どうして言われた私よりオッタが気にするのよ。つい冷めた視線を向ける。
「オッタの言う通り、私を落胤としてでっち上げて引き取るんじゃなくて、結婚という形で一族に戻そうとしてるのは、私に子が生まれた場合を考えてでしょうね」
「っ!」
「勘違いしないで。アキトは私と子を成すために提案したんじゃない」
「……は?」
「どういうこと?」
アルマドゥラ国では血の繋がった姉弟の婚姻は禁じられている。戸籍上私は存在しないから、新しい戸籍を捏造して迎えるつもりなんだろうけど、
ちょっと鬱陶しくなってきたオッタを一睨みし、勘違いを正す。

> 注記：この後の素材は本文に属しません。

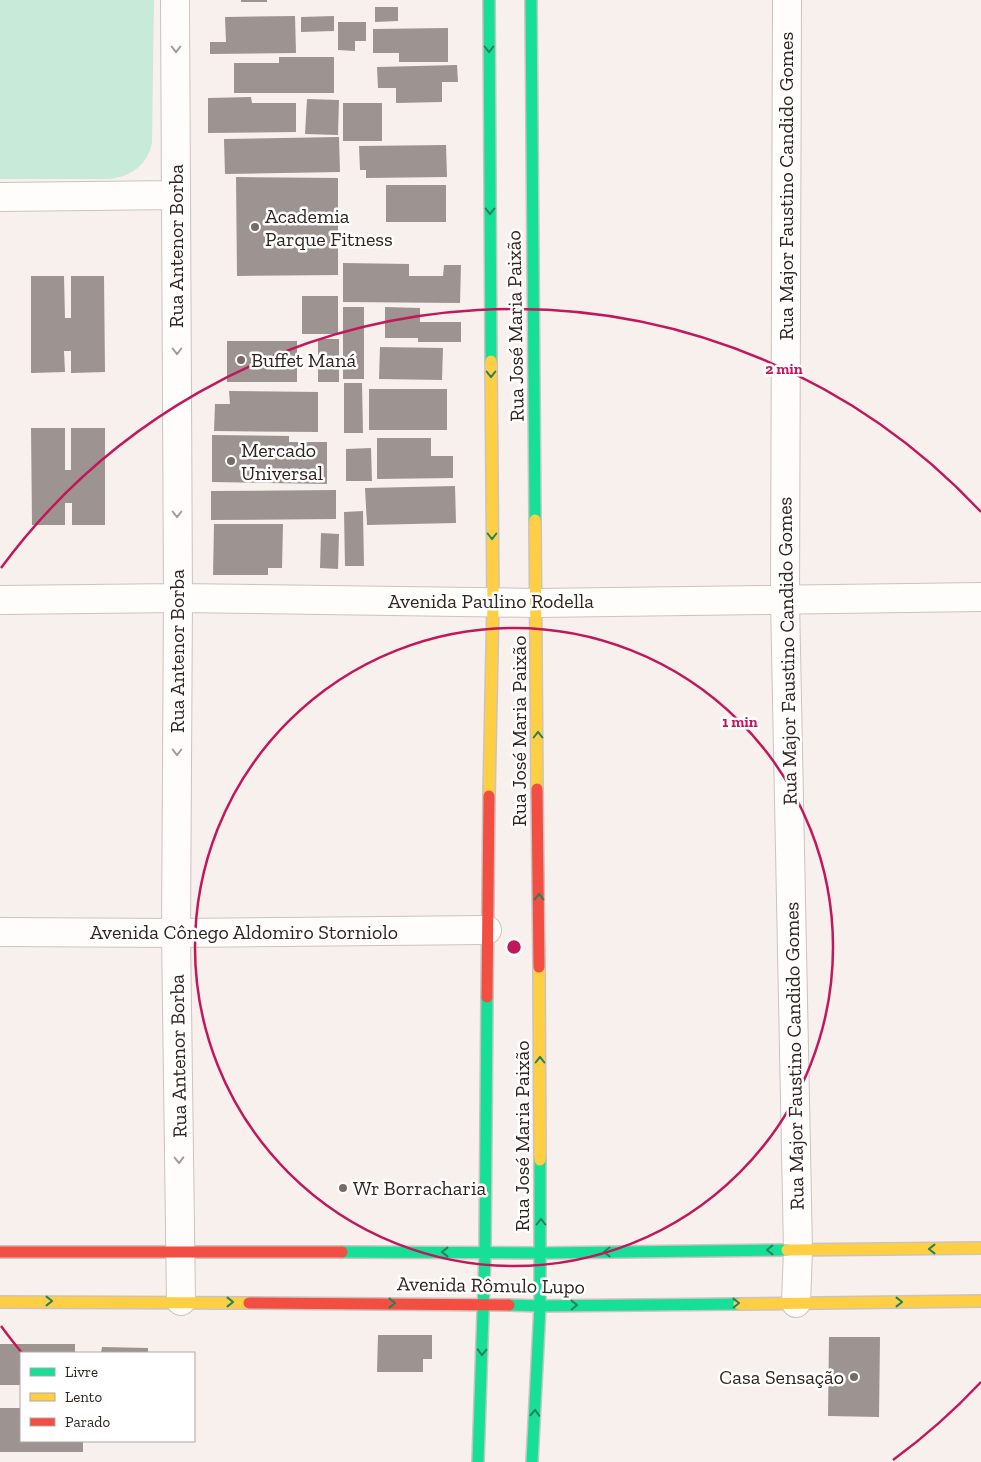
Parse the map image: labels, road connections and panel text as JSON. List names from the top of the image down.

何を言っているのかわからないと顔に書いてある三人に、呼吸を整えてから続けた。
「レイエンダ家は代々森の管理を受け継いできた、アルマドゥラ国でも古い歴史を持つ一族」
「はあ? んなこと、誰だって知ってんだろ。何で急に、」
「つまり、レイエンダ家において一番大切な役目は森の管理なの」
「だからぁ、それがなんだって……!」
「そういうことか」
「……どういうことだよ?」
察しの悪いオッタと違い、エンの表情が険しくなる。ティオも気付いたのか、唖然としている。二人の様子に毒気を抜かれたのか、未だ分かっていないオッタが困惑顔できょろきょろ視線をさまよわせる。
はあ、と溜め息を一つ零し、オッタにも分かるように簡潔に説明した。